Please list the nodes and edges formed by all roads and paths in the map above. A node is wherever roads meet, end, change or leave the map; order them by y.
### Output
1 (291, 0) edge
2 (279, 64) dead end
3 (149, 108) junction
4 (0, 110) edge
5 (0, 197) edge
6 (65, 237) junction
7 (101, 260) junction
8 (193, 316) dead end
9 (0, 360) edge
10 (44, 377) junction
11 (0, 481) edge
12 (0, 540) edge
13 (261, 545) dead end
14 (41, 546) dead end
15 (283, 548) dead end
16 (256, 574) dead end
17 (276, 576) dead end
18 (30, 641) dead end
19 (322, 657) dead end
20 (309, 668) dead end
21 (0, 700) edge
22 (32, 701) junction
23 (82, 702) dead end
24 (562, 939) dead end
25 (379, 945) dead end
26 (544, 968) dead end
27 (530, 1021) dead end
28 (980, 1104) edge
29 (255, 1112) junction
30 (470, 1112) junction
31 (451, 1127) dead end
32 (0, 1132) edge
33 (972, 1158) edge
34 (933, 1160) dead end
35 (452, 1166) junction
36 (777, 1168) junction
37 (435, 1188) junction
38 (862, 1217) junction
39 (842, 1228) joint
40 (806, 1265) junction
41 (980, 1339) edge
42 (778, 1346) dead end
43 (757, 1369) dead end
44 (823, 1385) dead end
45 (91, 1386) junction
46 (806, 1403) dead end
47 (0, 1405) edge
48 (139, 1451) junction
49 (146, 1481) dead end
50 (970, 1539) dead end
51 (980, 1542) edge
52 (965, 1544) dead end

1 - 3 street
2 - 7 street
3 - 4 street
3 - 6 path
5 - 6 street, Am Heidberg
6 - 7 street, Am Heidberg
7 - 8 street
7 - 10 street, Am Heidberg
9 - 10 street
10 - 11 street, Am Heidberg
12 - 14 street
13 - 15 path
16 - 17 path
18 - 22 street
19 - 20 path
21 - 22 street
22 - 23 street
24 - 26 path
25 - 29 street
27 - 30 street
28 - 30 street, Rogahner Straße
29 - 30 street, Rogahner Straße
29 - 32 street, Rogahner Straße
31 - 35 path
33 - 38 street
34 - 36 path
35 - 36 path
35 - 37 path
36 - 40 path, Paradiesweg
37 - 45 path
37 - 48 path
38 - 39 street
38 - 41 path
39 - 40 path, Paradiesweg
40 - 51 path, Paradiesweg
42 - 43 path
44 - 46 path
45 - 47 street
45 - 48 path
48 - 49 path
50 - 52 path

- - - - - - -

=== Directions ===
Give the listing again exactly as it appears.

=== Exercise result ===
Please list the nodes and edges formed by all roads and paths in the map above. A node is wherever roads meet, end, change or leave the map; order them by y.
### Output
1 (291, 0) edge
2 (279, 64) dead end
3 (149, 108) junction
4 (0, 110) edge
5 (0, 197) edge
6 (65, 237) junction
7 (101, 260) junction
8 (193, 316) dead end
9 (0, 360) edge
10 (44, 377) junction
11 (0, 481) edge
12 (0, 540) edge
13 (261, 545) dead end
14 (41, 546) dead end
15 (283, 548) dead end
16 (256, 574) dead end
17 (276, 576) dead end
18 (30, 641) dead end
19 (322, 657) dead end
20 (309, 668) dead end
21 (0, 700) edge
22 (32, 701) junction
23 (82, 702) dead end
24 (562, 939) dead end
25 (379, 945) dead end
26 (544, 968) dead end
27 (530, 1021) dead end
28 (980, 1104) edge
29 (255, 1112) junction
30 (470, 1112) junction
31 (451, 1127) dead end
32 (0, 1132) edge
33 (972, 1158) edge
34 (933, 1160) dead end
35 (452, 1166) junction
36 (777, 1168) junction
37 (435, 1188) junction
38 (862, 1217) junction
39 (842, 1228) joint
40 (806, 1265) junction
41 (980, 1339) edge
42 (778, 1346) dead end
43 (757, 1369) dead end
44 (823, 1385) dead end
45 (91, 1386) junction
46 (806, 1403) dead end
47 (0, 1405) edge
48 (139, 1451) junction
49 (146, 1481) dead end
50 (970, 1539) dead end
51 (980, 1542) edge
52 (965, 1544) dead end

1 - 3 street
2 - 7 street
3 - 4 street
3 - 6 path
5 - 6 street, Am Heidberg
6 - 7 street, Am Heidberg
7 - 8 street
7 - 10 street, Am Heidberg
9 - 10 street
10 - 11 street, Am Heidberg
12 - 14 street
13 - 15 path
16 - 17 path
18 - 22 street
19 - 20 path
21 - 22 street
22 - 23 street
24 - 26 path
25 - 29 street
27 - 30 street
28 - 30 street, Rogahner Straße
29 - 30 street, Rogahner Straße
29 - 32 street, Rogahner Straße
31 - 35 path
33 - 38 street
34 - 36 path
35 - 36 path
35 - 37 path
36 - 40 path, Paradiesweg
37 - 45 path
37 - 48 path
38 - 39 street
38 - 41 path
39 - 40 path, Paradiesweg
40 - 51 path, Paradiesweg
42 - 43 path
44 - 46 path
45 - 47 street
45 - 48 path
48 - 49 path
50 - 52 path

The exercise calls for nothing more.